If there is no reasonable suspicion to question Mr. Oliver, then the encounter was merely consensual. As such, Mr. Oliver was free to leave at any time, without identifying himself to Officer Woods. Of course, terminating a consensual encounter does not justify further detention, and thus the subsequent stop and arrest were improper. Officer Woods violated the clearly established constitutional right of Mr. Oliver by attempting to detain him without a reasonable suspicion of wrongdoing. Officer Woods is therefore not entitled to qualified immunity for his actions on summary judgment.
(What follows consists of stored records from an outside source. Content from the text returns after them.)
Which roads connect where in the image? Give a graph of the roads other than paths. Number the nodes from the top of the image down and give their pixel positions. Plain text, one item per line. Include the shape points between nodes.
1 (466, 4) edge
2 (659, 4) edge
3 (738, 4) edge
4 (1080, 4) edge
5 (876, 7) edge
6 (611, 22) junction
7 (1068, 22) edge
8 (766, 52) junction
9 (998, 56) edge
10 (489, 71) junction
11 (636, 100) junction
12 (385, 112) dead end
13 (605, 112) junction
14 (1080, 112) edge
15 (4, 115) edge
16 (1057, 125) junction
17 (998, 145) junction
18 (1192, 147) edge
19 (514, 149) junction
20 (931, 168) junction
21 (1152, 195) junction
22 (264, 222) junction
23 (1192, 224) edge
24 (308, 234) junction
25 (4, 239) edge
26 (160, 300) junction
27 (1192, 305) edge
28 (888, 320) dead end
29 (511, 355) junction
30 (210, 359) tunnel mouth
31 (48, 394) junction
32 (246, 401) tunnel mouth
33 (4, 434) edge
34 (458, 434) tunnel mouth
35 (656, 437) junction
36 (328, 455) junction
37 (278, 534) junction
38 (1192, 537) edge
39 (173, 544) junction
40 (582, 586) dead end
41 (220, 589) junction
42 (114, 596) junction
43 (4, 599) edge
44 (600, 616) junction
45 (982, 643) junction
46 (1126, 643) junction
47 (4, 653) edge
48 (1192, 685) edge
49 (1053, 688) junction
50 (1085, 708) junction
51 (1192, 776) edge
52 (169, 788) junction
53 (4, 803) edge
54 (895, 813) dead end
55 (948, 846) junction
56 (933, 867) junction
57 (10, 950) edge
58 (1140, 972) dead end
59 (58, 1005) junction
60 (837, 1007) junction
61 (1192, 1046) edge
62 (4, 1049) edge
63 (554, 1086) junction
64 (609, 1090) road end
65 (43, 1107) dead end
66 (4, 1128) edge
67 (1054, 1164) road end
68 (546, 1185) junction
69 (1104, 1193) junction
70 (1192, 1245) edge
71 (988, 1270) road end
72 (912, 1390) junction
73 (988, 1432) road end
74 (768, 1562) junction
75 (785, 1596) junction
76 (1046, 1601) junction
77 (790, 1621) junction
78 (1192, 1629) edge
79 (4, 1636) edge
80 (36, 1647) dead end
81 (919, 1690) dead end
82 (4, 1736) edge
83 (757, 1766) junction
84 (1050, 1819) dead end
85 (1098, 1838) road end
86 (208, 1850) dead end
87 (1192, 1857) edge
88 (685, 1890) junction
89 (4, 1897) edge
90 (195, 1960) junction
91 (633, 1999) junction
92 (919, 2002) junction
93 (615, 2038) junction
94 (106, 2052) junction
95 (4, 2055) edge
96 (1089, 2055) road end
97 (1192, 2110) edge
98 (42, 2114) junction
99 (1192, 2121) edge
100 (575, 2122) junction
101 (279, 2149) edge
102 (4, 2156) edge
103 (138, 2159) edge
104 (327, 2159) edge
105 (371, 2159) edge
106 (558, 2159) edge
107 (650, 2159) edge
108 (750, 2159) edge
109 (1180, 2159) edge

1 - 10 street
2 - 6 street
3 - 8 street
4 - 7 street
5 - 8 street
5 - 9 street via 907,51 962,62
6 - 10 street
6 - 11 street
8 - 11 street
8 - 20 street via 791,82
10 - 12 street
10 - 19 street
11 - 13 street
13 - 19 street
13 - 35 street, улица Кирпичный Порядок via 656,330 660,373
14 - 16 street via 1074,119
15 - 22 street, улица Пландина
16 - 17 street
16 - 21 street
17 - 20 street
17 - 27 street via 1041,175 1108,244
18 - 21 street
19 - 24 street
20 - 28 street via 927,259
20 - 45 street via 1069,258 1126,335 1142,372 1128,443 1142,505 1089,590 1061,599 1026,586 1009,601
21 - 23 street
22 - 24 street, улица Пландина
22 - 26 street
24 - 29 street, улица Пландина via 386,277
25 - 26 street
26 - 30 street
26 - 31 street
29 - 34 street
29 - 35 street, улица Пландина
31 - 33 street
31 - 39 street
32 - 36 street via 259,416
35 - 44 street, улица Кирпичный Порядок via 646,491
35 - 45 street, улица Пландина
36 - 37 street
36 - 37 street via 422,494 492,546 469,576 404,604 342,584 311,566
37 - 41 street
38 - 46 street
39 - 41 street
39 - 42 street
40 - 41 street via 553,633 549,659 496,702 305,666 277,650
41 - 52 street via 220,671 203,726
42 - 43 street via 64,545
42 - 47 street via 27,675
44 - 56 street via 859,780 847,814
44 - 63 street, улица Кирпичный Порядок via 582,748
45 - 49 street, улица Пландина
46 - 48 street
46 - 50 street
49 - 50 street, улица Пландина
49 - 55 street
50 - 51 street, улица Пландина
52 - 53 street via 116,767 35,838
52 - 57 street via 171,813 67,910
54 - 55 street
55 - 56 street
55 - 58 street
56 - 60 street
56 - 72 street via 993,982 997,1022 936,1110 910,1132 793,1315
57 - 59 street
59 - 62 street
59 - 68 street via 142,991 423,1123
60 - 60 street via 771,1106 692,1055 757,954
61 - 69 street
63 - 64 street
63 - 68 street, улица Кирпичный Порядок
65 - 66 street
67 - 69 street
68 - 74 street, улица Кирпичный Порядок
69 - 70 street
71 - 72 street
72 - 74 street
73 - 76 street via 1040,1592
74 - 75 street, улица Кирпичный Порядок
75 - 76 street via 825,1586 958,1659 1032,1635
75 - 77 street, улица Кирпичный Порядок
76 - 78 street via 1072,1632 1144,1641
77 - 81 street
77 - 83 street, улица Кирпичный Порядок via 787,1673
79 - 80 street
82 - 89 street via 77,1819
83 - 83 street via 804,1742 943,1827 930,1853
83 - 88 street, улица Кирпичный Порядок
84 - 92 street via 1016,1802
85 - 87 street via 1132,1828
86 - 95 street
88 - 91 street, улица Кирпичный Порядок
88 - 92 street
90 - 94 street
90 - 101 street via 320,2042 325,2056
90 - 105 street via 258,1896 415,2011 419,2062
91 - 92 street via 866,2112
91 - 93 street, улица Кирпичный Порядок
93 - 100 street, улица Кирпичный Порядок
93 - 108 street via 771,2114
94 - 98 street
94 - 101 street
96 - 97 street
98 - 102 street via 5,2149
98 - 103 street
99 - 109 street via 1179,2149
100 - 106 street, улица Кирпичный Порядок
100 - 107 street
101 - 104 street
I agree, however, with the majority’s conclusion with regard to Officer Scow. It is clear that “[ojfficers may rely on information furnished by other law enforcement officials to establish reasonable suspicion and to develop probable cause for an arrest.” See Albright v. Rodriguez, 51 F.3d 1531, 1536 (citations omitted). Based on the brief exchange between Officer Woods and Officer Scow when the latter arrived on the scene, it appears that Officer Scow received incomplete information describing the preceding events. Officer Scow was *1193not, however, obligated to “cross-examine [his] fellow officer[ ] about the foundation for the transmitted information.” United States v. Hensley, 469 U.S. 221, 231, 105 S.Ct. 675, 83 L.Ed.2d 604 (1985) (internal quotation-marks omitted). It was sufficient that Officer Scow reasonably believed Officer Woods had properly required Oliver to identify himself. Even though Woods later concluded and informed Scow that Oliver was no longer under suspicion for dumping oil, the fact that Oliver refused to identify himself was sufficient to justify Scow’s actions as long as he reasonably believed Woods’ initial encounter was supported by reasonable suspicion. Under the circumstances, Officer Scow’s reliance upon Officer Woods’ conclusions was objectively reasonable, see Baptiste v. J.C. Penney Co., 147 F.3d, 1252, 1260 (10th Cir.1998), and he is therefore entitled to qualified immunity.
Because I believe Officer Woods had no reasonable basis to support more than a consensual stop of Mr. Oliver, I respectfully dissent from the majority’s conclusion that Officer Woods is entitled to qualified immunity on summary judgment. I concur in the majority’s determination that Officer Scow is entitled to qualified immunity on summary judgment.